# Non-unitary gauge transformation

• A
• DuckAmuck
In summary, the literature states that the vector potentials in a gauge covariant derivative transform according to ##A_\mu \rightarrow T A_\mu T^{-1} + i(\partial_\mu T) T^{-1}##, where T is not necessarily unitary. However, in the case of ##\bar{\psi}## transforming, it is not clear why T is assumed to be non-unitary as ##\bar{\psi}## transforms by ##T^\dagger## and not ##T^{-1}##. This can lead to non-invariant transformations for the dirac field, but this can be remedied by choosing a specific representation for the field.

#### DuckAmuck

TL;DR Summary
What happens for non-unitary gauge transformations when it comes to fermion factors?
You see in the literature that the vector potentials in a gauge covariant derivative transform like:
$$A_\mu \rightarrow T A_\mu T^{-1} + i(\partial_\mu T) T^{-1}$$
Where T is not necessarily unitary. (In the case that it is ##T^{-1} = T^\dagger##)
My question is then if T is not unitary, how is ##\bar{\psi}## transforming?
Since
$$\psi \rightarrow T\psi$$
$$\bar{\psi} \rightarrow (T\psi)^\dagger \gamma_0 = \psi^\dagger \gamma_0 \gamma_0 T^\dagger \gamma_0 = \bar{\psi} \gamma_0 T^\dagger \gamma_0$$
This seems to necessitate that $$\gamma_0 T^\dagger \gamma_0 = T^{-1}$$
This can only be the case if ##T^\dagger = T^{-1}##, or if ##T^\dagger## is a 4x4 matrix that multiplies with ##\gamma_0## matrices to give the inverse.
Otherwise, in general, you are left with something like:
$$\bar{\psi} (\partial_\mu + i A_\mu) \psi \rightarrow \bar{\psi} \gamma_0 T^\dagger \gamma_0 (\partial_\mu + i T A_\mu T^{-1} - (\partial_\mu T)T^{-1} ) T\psi$$
$$=\bar{\psi} (\gamma_0 T^\dagger \gamma_0 T) (\partial_\mu + i A_\mu) \psi$$
So to be gauge invariant, this object $$\gamma_0 T^\dagger \gamma_0 T = 1$$ but that is not the case in general.
Can this be simplified more, maybe for cases where T is a 2x2 matrix that commutes with ##\gamma_0##?

• ohwilleke
What is $\psi$? A Dirac spinor?

The $\gamma_0$ and $T$ are matrices in different spaces, the $\gamma_0$ acts on spinor index and $T$ on group "space" index. So you do not need to worry about the generator matrix for the group commute with $\gamma_0$ or not.

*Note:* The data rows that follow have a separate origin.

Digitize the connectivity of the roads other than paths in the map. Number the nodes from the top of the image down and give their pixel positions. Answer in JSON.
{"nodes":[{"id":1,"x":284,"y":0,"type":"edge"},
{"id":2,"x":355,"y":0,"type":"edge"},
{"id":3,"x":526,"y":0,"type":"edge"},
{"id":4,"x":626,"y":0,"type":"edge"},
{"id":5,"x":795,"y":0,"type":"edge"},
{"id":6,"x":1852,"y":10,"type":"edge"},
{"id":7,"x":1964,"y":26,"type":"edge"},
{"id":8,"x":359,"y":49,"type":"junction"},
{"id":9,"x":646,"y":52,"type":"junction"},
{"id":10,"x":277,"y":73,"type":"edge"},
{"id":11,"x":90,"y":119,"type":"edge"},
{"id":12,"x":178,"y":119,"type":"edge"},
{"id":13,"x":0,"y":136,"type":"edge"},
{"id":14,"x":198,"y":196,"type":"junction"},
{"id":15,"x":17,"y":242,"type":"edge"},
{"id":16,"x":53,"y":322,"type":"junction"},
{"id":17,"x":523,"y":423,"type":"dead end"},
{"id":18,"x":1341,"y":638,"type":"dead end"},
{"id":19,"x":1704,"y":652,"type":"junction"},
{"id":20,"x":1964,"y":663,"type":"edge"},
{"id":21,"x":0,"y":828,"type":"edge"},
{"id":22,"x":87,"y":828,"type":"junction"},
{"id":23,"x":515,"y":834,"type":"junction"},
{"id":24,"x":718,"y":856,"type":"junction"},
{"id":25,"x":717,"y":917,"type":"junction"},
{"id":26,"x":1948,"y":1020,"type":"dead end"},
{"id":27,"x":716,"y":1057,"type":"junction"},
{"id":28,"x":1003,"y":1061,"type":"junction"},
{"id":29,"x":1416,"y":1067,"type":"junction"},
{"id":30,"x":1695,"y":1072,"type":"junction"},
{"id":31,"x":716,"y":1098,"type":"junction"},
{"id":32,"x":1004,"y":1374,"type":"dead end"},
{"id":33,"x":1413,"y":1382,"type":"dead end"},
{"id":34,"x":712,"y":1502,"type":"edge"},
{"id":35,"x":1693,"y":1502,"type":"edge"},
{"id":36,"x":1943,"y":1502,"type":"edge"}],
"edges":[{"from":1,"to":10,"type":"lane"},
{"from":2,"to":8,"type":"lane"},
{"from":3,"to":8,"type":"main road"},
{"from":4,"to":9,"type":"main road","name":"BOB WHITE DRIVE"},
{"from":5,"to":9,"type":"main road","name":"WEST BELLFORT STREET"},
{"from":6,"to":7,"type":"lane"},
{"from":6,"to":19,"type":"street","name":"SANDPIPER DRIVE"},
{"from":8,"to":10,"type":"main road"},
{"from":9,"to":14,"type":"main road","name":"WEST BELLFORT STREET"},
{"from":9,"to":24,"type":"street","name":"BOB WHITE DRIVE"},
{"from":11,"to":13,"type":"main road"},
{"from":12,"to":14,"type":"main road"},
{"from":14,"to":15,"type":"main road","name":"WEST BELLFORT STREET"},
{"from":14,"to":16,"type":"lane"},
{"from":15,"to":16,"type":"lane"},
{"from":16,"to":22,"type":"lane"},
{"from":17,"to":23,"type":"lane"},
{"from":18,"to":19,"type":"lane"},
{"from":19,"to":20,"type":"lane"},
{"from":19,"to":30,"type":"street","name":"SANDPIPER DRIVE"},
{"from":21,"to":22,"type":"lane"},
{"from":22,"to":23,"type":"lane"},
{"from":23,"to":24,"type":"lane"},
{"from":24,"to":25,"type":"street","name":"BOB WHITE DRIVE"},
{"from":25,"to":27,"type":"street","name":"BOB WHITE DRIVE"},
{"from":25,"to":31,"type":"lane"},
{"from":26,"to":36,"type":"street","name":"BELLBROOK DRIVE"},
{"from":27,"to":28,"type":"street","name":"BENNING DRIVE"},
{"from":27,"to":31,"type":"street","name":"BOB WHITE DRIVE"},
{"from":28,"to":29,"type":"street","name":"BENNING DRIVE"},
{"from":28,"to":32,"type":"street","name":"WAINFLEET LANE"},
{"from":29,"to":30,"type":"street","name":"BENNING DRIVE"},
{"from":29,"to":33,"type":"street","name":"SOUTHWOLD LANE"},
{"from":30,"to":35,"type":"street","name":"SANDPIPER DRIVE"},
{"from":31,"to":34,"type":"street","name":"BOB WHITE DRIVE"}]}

What group do you have in mind? SO(N)? G_2 ?

malawi_glenn said:
What is $\psi$? A Dirac spinor?

The $\gamma_0$ and $T$ are matrices in different spaces, the $\gamma_0$ acts on spinor index and $T$ on group "space" index. So you do not need to worry about the generator matrix for the group commute with $\gamma_0$ or not.

What group do you have in mind? SO(N)? G_2 ?
Yes, of course they are acting on different spaces in most cases. Was trying to keep things very generalized in an attempt to "rescue" invariance, but I think that may be overkill.
And, Psi is indeed a dirac spinor.
My question still remains on what to do about T being non-unitary.
As ##A_\mu \rightarrow T A_\mu T^{-1} +i (\partial_\mu T) T^{-1}##
But ##\bar{\psi} \rightarrow \bar{\psi} T^\dagger##
So it is not clear why literature asserts that the transformation on A is for non-unitary transformations, because ##\bar{\psi}## tranforms by ##T^\dagger## not ##T^{-1}##.
The transformation is something like:
##\bar{\psi} \gamma^\mu (\partial_\mu + iA_\mu)\psi \rightarrow \bar{\psi} \gamma^\mu T^\dagger T(\partial_\mu + iA_\mu)\psi## which is not invariant if T is not unitary. So what can remedy this if anything?

But you have to choose which representation the dirac field must transform under. And most (compact) Lie Groups have complex representations, but not all of them. This is why ##E_8## is never considered as a model for GUT's because it has no complex representations and you can not couple them to dirac fermions.